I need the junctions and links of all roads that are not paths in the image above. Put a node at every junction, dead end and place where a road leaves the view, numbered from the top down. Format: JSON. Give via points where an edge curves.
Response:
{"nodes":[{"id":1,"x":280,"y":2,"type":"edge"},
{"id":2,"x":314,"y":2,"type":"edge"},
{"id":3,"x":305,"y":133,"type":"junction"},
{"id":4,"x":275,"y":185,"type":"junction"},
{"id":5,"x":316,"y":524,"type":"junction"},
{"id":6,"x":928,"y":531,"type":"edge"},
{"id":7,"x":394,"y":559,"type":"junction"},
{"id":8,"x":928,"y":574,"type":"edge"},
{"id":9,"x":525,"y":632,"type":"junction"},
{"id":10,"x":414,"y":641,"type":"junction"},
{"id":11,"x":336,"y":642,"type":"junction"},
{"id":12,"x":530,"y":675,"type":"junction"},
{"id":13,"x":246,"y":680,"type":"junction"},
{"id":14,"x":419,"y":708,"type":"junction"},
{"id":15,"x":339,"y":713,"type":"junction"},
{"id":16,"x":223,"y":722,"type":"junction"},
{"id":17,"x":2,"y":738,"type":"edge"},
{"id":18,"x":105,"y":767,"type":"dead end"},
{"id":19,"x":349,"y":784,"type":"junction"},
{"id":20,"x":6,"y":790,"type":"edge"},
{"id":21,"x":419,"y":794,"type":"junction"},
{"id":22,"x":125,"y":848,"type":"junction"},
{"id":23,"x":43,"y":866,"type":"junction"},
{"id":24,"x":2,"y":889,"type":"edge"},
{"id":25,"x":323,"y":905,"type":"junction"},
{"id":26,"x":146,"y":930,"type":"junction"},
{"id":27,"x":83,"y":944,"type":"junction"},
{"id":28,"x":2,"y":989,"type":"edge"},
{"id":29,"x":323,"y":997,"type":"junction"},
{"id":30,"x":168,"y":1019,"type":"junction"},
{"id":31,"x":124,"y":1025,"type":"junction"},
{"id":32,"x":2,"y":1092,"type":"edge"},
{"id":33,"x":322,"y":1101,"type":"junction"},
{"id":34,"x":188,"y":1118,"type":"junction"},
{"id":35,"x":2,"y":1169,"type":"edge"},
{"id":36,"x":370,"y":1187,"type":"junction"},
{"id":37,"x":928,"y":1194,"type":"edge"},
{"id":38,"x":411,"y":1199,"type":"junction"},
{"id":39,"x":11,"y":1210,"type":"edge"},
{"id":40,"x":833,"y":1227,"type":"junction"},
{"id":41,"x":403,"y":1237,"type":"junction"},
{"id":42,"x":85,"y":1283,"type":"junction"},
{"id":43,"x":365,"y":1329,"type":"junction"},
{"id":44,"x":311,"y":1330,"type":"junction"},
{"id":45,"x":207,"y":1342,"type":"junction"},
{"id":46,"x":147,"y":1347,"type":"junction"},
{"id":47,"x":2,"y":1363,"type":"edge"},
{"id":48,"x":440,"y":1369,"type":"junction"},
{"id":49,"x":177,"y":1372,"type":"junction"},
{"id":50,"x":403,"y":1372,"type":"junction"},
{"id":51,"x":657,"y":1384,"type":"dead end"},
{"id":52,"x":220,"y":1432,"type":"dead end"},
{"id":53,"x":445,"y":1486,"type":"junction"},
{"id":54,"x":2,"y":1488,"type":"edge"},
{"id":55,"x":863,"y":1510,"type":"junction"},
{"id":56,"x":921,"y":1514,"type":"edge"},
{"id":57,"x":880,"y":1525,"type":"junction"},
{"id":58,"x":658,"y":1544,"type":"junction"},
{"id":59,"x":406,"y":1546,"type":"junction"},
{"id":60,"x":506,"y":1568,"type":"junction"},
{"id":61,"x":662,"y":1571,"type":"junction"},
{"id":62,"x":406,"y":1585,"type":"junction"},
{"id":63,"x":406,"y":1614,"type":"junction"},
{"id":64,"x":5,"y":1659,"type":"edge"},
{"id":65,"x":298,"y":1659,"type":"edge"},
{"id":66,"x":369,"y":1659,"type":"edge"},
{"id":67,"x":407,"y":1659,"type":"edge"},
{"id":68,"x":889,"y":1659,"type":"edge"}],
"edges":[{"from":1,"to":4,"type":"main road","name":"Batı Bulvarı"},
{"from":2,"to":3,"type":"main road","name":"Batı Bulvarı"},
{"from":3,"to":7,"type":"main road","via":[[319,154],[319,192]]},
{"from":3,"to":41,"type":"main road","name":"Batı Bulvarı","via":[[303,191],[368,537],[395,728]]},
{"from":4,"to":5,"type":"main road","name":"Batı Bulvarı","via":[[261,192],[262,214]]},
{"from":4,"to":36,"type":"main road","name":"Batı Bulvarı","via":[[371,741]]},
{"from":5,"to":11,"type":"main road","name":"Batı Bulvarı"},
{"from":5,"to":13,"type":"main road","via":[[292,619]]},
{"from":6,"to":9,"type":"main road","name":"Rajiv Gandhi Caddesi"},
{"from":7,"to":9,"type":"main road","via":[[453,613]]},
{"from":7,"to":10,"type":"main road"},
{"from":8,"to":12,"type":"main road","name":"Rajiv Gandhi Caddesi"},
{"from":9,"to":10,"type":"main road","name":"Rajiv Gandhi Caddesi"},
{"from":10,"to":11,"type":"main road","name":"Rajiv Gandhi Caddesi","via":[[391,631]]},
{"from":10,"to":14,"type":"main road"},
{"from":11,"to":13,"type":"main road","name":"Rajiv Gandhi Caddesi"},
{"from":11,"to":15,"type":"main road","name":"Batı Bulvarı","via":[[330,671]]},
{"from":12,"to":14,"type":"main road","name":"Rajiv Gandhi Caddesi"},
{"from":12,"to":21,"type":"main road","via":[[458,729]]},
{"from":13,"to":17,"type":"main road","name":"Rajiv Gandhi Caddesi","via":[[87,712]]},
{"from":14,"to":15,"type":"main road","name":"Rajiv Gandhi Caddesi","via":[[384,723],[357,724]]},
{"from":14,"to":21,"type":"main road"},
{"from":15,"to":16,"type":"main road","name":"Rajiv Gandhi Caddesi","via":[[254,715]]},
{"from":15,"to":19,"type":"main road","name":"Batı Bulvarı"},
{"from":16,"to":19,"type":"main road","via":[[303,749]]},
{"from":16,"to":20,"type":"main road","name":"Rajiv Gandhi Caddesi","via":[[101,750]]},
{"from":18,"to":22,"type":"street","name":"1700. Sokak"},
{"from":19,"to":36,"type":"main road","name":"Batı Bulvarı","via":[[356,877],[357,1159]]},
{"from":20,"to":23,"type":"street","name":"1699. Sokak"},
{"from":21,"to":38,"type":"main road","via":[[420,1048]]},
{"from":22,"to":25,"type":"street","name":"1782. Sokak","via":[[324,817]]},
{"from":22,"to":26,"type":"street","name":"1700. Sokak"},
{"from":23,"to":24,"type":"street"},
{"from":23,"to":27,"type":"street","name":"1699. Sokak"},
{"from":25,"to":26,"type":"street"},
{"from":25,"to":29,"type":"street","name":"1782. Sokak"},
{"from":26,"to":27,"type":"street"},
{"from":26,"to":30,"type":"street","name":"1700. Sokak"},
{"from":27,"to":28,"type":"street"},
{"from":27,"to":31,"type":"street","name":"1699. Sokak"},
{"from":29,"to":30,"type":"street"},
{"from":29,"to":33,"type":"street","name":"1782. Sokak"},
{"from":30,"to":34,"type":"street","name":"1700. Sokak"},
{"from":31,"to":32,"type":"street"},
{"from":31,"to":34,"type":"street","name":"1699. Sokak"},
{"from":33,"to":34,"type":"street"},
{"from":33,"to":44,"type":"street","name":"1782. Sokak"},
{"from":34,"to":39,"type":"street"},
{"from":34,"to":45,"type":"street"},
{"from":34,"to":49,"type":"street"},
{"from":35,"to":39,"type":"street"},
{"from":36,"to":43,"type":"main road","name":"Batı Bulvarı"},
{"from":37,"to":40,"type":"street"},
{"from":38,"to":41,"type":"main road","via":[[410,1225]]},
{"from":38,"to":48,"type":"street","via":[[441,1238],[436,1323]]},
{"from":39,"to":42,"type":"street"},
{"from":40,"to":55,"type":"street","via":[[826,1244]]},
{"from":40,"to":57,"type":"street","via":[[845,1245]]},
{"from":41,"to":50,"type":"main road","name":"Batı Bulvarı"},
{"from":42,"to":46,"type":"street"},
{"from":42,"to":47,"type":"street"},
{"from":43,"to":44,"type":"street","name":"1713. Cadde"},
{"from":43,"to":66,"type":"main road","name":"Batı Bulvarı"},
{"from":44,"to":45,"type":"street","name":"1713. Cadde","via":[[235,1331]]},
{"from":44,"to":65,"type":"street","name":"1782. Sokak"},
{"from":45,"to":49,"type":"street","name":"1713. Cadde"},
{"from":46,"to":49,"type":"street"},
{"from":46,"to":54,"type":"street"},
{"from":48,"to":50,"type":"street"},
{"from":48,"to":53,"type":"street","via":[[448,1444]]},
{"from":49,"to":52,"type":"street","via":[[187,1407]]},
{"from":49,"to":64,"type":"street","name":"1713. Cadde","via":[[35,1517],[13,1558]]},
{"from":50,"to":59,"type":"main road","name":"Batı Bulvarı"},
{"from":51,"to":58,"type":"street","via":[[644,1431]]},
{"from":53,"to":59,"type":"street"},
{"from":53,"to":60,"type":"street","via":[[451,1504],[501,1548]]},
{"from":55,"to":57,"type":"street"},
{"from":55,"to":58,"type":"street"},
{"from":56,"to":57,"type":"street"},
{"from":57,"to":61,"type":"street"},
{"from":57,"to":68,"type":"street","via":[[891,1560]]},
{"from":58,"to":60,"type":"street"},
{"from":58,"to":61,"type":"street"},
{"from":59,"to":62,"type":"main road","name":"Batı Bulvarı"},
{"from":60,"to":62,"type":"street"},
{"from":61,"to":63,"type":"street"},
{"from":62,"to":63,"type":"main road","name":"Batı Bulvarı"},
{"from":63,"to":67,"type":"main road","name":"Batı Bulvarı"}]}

:::::

— Work task —
Among the lines in the data above, find those containing "Gandhi" and give only how many there are.

— The answer —
10